E1M5Chemical Processing Plant
Hansen begins to shine through with a cinematic opening setpiece. You tread a long catwalk in a toxic cistern overlooked by two guard towers on either side unleashing cover fire. Once you muscle your way across the pool, you open the next door only to find an eerie indoor passage cut by atmospheric lighting. I won't spoil what happens next but it's a masterful explosion of action and the player is ultimately exposed on three different fronts. The rest of the complex is fun to explore and includes a nuclear crossroads maze that's probably derived in part from "Central Processing" but far more deliberate and devious in its progression. I also like the lights out transformation in the blue key room.

Primary BaseE1M6
First released as the standalone CH_RETRO, this one has gotten a makeover. The important changes aren't visible from an automap comparison and involve turning a quasi-secret nukage escape chamber into a mandatory blue key wing and other layout tweaks made to gently lead it away from the original non-linear design. I should have known better with that yellow key exit hallway door but it got a pretty hearty laugh out of me. The combat is essentially the same.
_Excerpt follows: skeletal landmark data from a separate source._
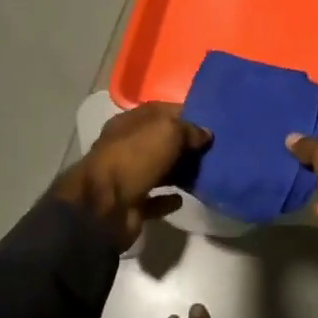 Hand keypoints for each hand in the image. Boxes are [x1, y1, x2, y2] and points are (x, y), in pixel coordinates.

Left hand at [54, 102, 211, 248]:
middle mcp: (126, 146)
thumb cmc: (134, 157)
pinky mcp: (131, 204)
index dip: (185, 114)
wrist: (103, 207)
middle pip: (161, 141)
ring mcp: (127, 176)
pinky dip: (168, 199)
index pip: (161, 111)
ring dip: (179, 171)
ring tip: (206, 173)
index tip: (211, 121)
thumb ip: (189, 130)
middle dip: (185, 144)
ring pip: (159, 169)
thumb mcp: (167, 131)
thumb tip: (206, 133)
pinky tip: (184, 198)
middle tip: (214, 149)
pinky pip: (154, 199)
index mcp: (130, 122) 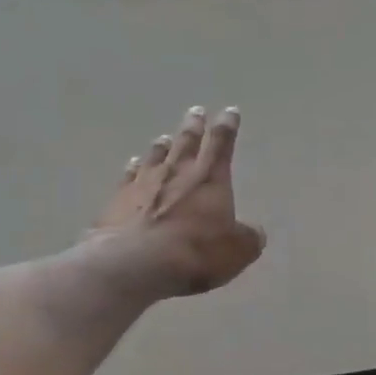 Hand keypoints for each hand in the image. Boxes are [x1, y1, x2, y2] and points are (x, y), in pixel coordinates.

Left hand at [91, 106, 265, 297]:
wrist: (135, 262)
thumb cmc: (195, 253)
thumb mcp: (236, 251)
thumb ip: (248, 238)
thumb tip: (256, 232)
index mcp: (210, 179)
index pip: (221, 144)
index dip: (227, 127)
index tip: (230, 112)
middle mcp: (178, 172)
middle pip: (187, 142)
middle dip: (194, 126)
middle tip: (196, 111)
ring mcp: (145, 182)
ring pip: (156, 155)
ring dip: (163, 145)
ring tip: (165, 137)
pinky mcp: (119, 198)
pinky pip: (129, 175)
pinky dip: (133, 167)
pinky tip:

Lots of claustrophobic ambushes and a couple of big fights, the latter mostly centered around what happens after you enter the southwestern yard. It's not too dangerous provided you don't try to rush through all of the hitscanners.

A massive, labyrinthine complex that's chock full of monsters. The 220 beasties come at you constantly through initial placement, carefully metered monster closets, and shocking teleport ambushes that demonstrate the very real threat of shotgun guys on multiple fronts. The large toxic chamber to the northeast is one of my favorites for its neverending cavalcade of creepers featured in its combat and the depth of its secrets. I'm also a fan of the passage glimpsed at the western edge of the level, a fantastic example of worldbuilding. The attempt at increasing the map's virtual depth shows Hansen again playing his own game as opposed to Romero's.

Old Habits...E1M8
There are a few novelties in this setup of the Baron encounter. The opening deluge of imps and specters is a disorienting and overwhelming battle when combining the walkers with the teleporters. The actual finale is just drawn-out circle strafing and deft maneuvering as you herd four goat men while whittling them down with the shotgun and chaingun. If you're not careful you'll fuck up and be robbed of the privilege of being massacred by the token type 11 sector ambush. The final layout looks like a pentagram, which is definitely DoomCute, and the gargoyle pillars convey a budget echo of "Tower of Babel". It only figures since Hansen picked its music for this slot.



  1. Good to see that Doom 1 is sill having some Wads on the working, even for a minisode.

    BTW, bro, any chance you are planning to cover TNT: Revilution? Just curious. :)

    1. I don't get the first half of this comment since it couldn't have anything to do with RETROEPS given that it was published more than 15 years ago.

      I am planning to cover TNT: Revilution alongside the rest of the 2017 Cacoward mentionees but it will be later rather than sooner. My current agenda includes Doomworld's Top 10 of 2002; the complete works of Chris Lutz (and, where the two of those coincide, NokturnuS); Doom mods; stuff that I promised I would review; old stuff that I actually begged people to upload; the complete catalogs of Malcolm Sailor, Mark Klem, Sam Ketner, and Michael Krause; sniping off releases from people whose work I've almost exhausted; requests; cool stuff from 1994-2001; cool stuff from 2011-2016; and more. I start to stress out just thinking about it!

    2. I forgot to mention building my bridge to Plutonia 2. The run up to Kama Sutra will be much, much faster.